You need a Windows PC. At present, Symbian development is best supported on Windows XP and Windows Vista.
You need an Symbian SDK that matches the phone you want to develop for. The SDK includes documentation, headers and libraries for the Symbian platform as well as the tool chain for building C++ based Symbian applications. It also contains the Symbian device emulator that lets you test applications on the PC before deploying them to a phone.
Note: The technology used in phones progresses quickly which means there are frequent releases of the Symbian platform to support the new technologies. It is perfectly okay to install several SDKs to develop for different types of Symbian phones.

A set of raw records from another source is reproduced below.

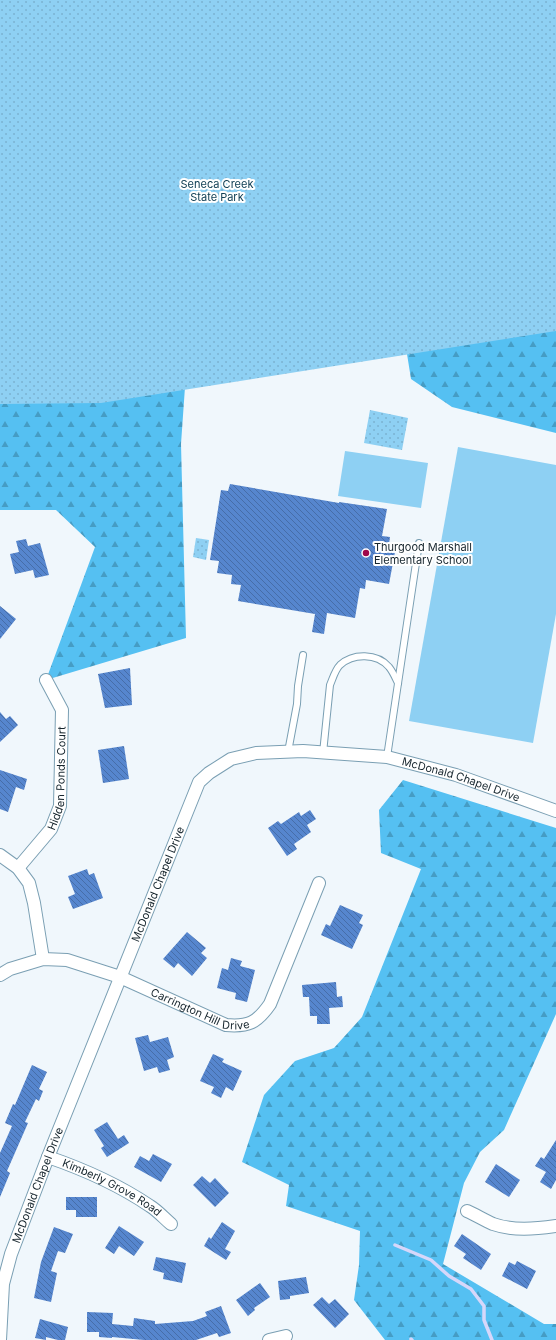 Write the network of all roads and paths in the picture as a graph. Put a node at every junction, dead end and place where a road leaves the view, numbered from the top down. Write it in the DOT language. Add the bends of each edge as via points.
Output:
graph roads {
  1 [pos="419,544"];
  2 [pos="303,655"];
  3 [pos="46,680"];
  4 [pos="398,685"];
  5 [pos="288,752"];
  6 [pos="323,753"];
  7 [pos="388,758"];
  8 [pos="556,811"];
  9 [pos="0,855"];
  10 [pos="18,868"];
  11 [pos="319,883"];
  12 [pos="43,959"];
  13 [pos="0,975"];
  14 [pos="120,977"];
  15 [pos="48,1157"];
  16 [pos="467,1211"];
  17 [pos="171,1224"];
  18 [pos="556,1226"];
  19 [pos="286,1336"];
  20 [pos="0,1340"];
  21 [pos="269,1340"];
  1 -- 4 [label="lane"];
  2 -- 5 [label="lane"];
  3 -- 10 [label="street, Hidden Ponds Court" via="62,710 60,806 51,829"];
  4 -- 6 [label="lane" via="388,666 373,658 360,656 340,666 330,685"];
  4 -- 7 [label="lane"];
  5 -- 6 [label="street, McDonald Chapel Drive"];
  5 -- 14 [label="street, McDonald Chapel Drive" via="256,753 231,760 199,782"];
  6 -- 7 [label="street, McDonald Chapel Drive"];
  7 -- 8 [label="street, McDonald Chapel Drive" via="456,775"];
  9 -- 10 [label="street"];
  10 -- 12 [label="street" via="29,883"];
  11 -- 14 [label="street, Carrington Hill Drive" via="270,1004 263,1015 251,1024 226,1025"];
  12 -- 13 [label="street, Carrington Hill Drive" via="10,969"];
  12 -- 14 [label="street, Carrington Hill Drive" via="67,960"];
  14 -- 15 [label="street, McDonald Chapel Drive"];
  15 -- 17 [label="street, Kimberly Grove Road" via="121,1189 151,1207"];
  15 -- 20 [label="street, McDonald Chapel Drive" via="11,1254 3,1284"];
  16 -- 18 [label="street" via="494,1224 515,1229"];
  19 -- 21 [label="street"];
}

Install Carbide.c++ Integrated Development Environment
You need Carbide.c++ 2.0.2 to do Qt for Symbian development. Qt support has been integrated with Carbide.c++ so you can read .pro files and develop UIs with the built-in Qt Designer functionality. The Carbide.c++ distribution also includes the compiler for building C++ applications that will run on the Symbian emulator on your PC rather than deploying them to the phone.
And of course you need Qt for Symbian. There is a special distribution of Qt 4.5 that has been ported to Symbian. The package includes a set of pre-built binaries so you don't need to build Qt from source (although you still can if you like).
Once Qt is installed, Carbide.c++ needs to be configured so it can find your Qt installation.